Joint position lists
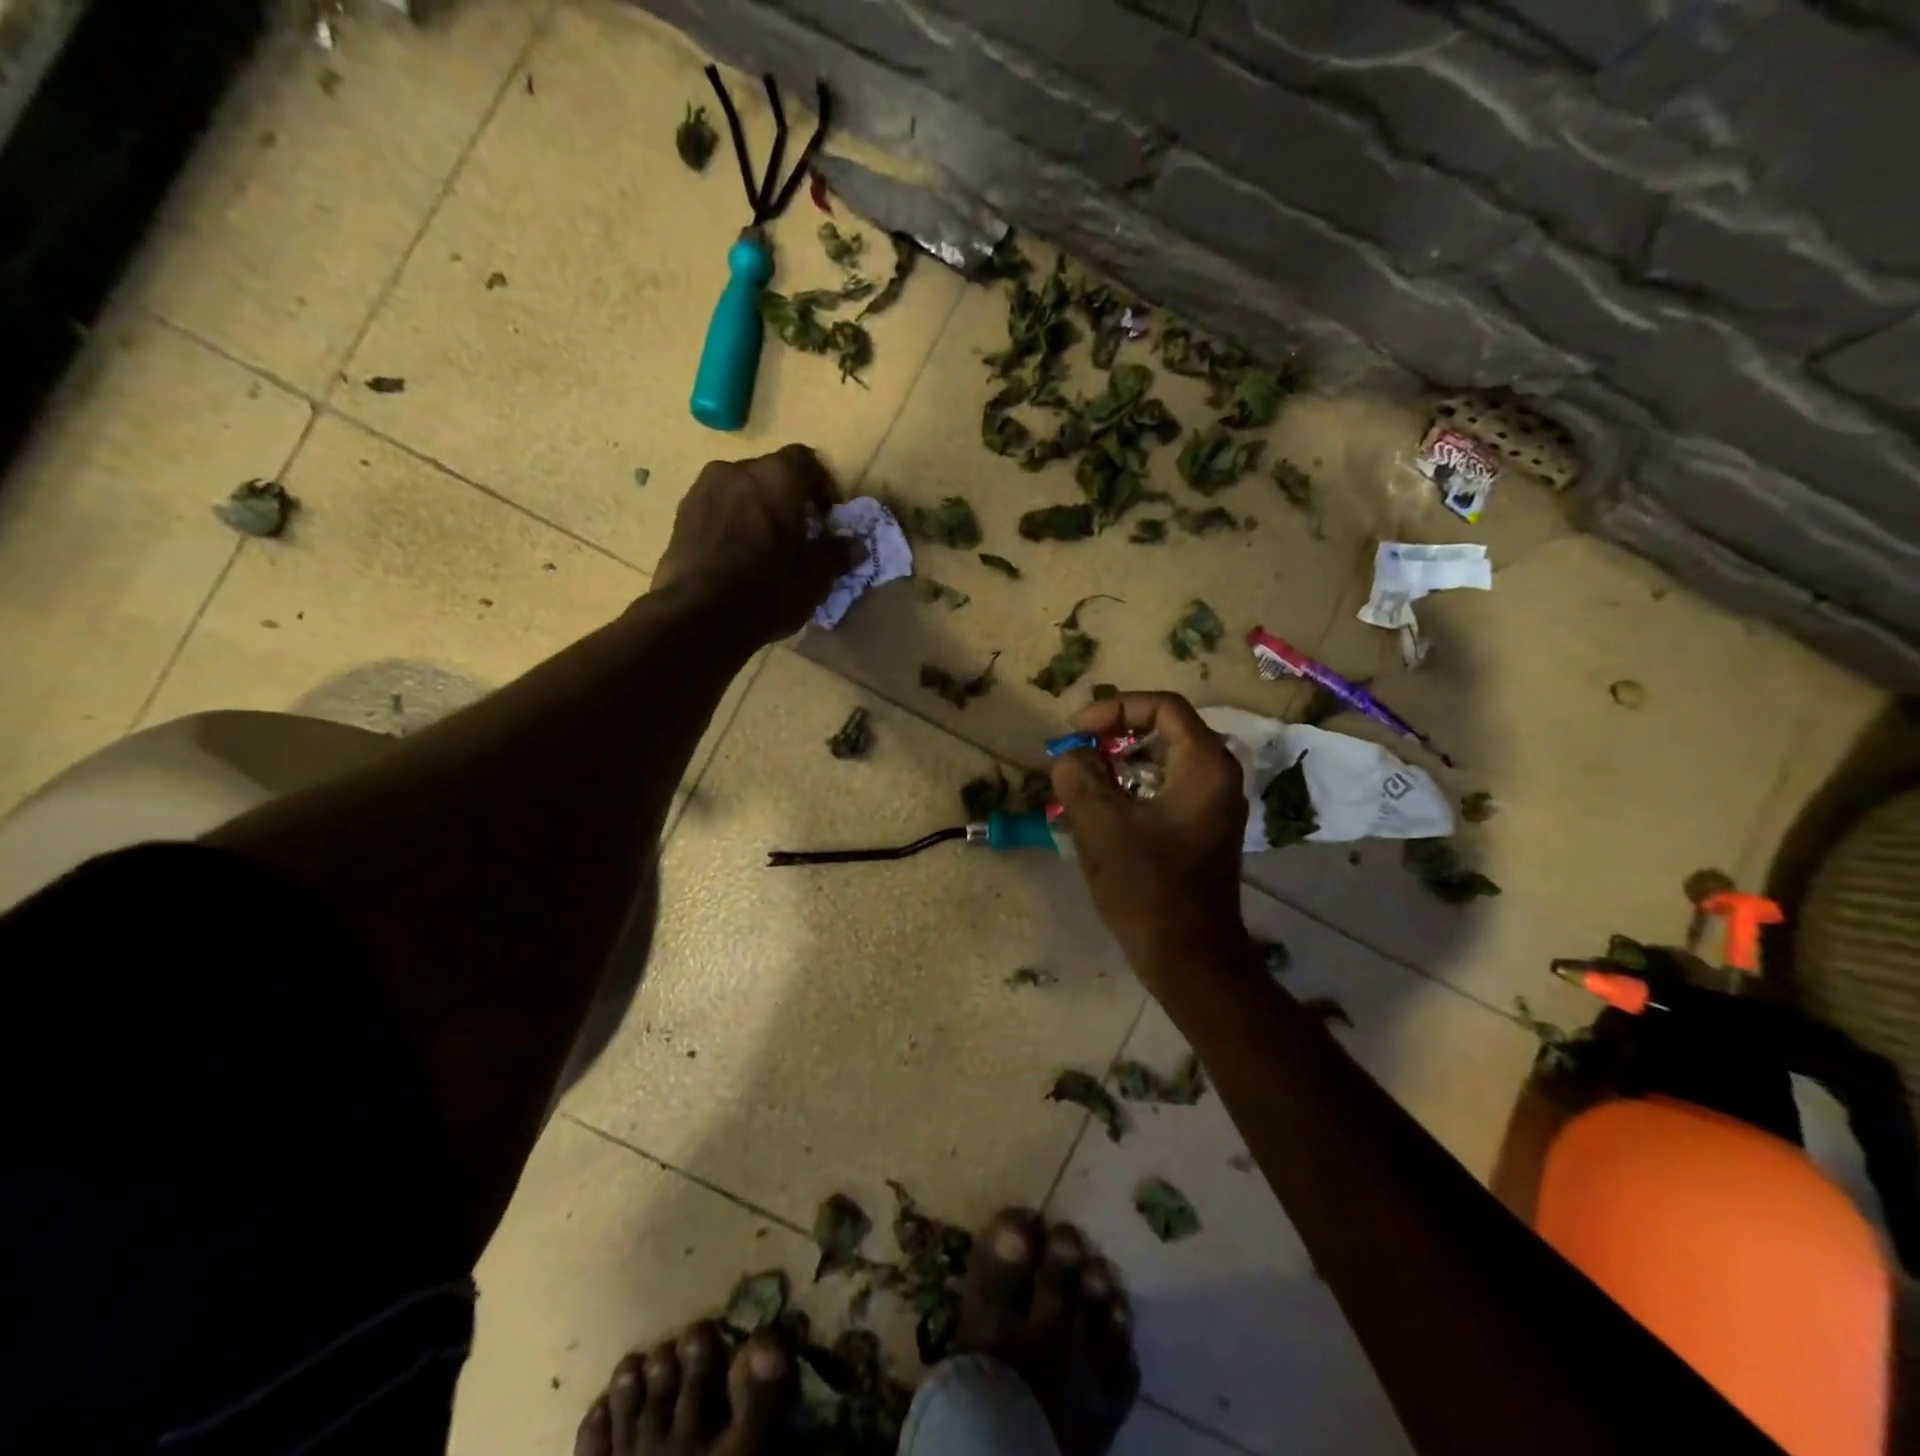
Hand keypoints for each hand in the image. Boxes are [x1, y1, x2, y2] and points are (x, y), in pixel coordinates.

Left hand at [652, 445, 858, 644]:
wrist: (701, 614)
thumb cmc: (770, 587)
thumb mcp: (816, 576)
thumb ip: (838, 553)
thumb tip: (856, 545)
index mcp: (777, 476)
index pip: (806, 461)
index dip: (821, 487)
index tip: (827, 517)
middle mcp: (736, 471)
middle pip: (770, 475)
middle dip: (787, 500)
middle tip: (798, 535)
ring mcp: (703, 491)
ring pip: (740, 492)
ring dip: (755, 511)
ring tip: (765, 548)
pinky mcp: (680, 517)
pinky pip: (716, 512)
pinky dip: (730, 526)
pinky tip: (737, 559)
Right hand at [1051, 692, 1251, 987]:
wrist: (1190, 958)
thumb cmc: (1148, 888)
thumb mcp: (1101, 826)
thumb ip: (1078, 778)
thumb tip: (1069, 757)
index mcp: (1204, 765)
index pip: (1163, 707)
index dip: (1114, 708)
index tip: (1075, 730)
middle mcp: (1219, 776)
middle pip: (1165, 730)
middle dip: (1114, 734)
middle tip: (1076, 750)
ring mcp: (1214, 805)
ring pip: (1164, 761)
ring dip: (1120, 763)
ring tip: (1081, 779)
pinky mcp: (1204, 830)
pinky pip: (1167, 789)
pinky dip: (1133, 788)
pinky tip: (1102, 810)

**Task details**
Locate the lines above that contain "thumb" and copy them.

**Task result**
thumb cmc: (770, 587)
thumb mcp: (816, 576)
thumb ip: (838, 553)
thumb tip: (856, 545)
thumb cmc: (1148, 888)
thumb mcp: (1101, 826)
thumb ip: (1078, 778)
thumb tip: (1069, 757)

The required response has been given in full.